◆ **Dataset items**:
___

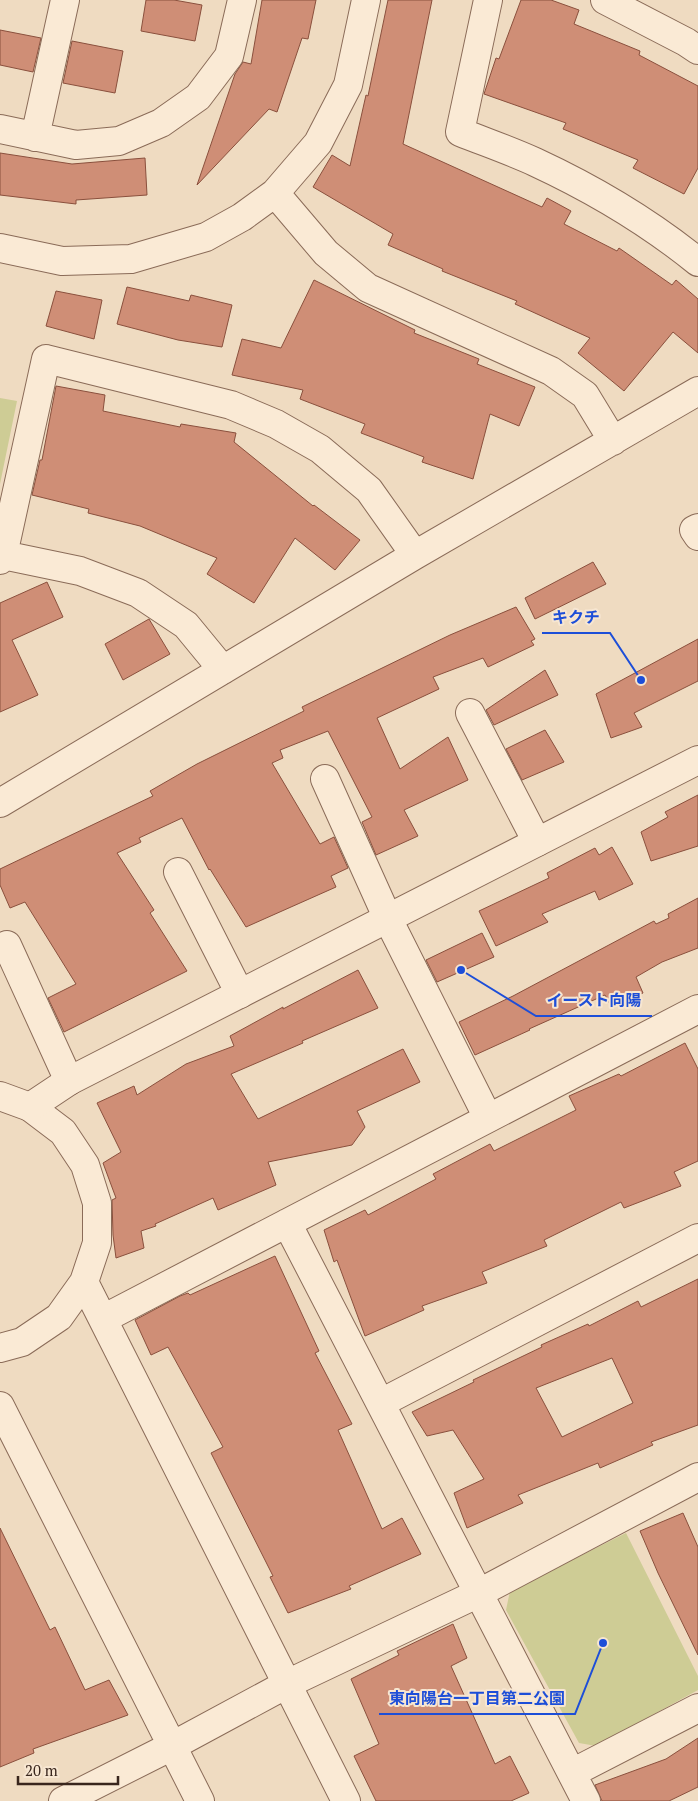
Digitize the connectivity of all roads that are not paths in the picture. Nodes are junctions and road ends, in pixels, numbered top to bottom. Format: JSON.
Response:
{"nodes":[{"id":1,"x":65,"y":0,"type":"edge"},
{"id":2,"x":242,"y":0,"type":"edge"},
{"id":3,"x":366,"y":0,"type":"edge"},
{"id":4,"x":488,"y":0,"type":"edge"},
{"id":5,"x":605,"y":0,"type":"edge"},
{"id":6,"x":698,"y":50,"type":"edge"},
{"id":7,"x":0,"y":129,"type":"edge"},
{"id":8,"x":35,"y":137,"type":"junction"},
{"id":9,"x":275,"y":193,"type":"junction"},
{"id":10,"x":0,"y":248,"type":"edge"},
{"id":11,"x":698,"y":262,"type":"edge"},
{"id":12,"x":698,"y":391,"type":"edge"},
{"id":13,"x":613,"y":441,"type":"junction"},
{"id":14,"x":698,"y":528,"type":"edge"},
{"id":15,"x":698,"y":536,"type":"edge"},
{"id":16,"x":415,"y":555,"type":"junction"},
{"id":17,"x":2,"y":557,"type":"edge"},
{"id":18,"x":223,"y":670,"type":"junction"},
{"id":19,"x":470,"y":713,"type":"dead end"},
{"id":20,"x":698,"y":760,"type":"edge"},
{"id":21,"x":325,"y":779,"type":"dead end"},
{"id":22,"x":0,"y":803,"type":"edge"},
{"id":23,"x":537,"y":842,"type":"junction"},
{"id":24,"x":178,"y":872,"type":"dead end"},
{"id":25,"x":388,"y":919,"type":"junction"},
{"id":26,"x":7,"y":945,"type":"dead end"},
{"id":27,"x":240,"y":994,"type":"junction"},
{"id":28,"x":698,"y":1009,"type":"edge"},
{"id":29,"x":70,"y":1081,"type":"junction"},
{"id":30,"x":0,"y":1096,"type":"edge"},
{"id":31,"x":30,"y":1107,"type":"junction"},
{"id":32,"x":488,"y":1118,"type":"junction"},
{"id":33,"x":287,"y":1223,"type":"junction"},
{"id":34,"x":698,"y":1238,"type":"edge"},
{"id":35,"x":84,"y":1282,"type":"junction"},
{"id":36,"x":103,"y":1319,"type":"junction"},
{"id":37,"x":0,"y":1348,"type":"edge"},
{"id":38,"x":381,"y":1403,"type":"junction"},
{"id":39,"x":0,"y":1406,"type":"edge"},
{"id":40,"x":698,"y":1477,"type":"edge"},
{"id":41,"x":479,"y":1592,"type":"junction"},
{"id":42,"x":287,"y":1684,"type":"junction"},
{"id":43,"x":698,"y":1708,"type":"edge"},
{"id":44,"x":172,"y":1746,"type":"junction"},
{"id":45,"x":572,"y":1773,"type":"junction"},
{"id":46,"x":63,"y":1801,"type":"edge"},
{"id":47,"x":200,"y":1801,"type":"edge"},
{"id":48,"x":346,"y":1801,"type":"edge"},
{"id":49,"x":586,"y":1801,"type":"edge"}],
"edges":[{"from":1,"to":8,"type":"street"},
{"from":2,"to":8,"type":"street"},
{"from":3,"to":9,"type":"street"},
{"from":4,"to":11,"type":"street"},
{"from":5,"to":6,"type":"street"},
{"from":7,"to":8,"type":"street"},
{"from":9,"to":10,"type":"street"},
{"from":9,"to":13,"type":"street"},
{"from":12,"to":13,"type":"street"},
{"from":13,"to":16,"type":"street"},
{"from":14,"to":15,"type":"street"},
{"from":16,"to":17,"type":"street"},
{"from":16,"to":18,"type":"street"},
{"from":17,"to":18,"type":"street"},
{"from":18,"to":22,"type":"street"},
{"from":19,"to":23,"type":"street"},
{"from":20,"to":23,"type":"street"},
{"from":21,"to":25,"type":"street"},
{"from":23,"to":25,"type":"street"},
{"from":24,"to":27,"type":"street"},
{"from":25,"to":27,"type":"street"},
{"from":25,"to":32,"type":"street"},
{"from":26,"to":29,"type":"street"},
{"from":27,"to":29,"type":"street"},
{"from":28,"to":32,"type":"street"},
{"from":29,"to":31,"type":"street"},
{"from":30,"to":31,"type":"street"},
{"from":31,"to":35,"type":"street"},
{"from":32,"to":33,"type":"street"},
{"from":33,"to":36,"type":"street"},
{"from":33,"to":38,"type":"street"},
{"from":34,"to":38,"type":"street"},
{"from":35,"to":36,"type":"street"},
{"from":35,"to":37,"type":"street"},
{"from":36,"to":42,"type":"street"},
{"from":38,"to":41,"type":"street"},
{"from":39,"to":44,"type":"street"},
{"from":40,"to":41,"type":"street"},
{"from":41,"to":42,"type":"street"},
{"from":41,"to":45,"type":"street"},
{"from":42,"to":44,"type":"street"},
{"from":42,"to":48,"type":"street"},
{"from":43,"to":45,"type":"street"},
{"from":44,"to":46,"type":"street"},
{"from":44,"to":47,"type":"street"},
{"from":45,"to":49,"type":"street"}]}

___

◆ **Instructions for the task**: From the records above, pick out and copy each line holding the word "dead".

◆ **Expected answer**:
{"id":19,"x":470,"y":713,"type":"dead end"},
{"id":21,"x":325,"y":779,"type":"dead end"},
{"id":24,"x":178,"y":872,"type":"dead end"},
{"id":26,"x":7,"y":945,"type":"dead end"},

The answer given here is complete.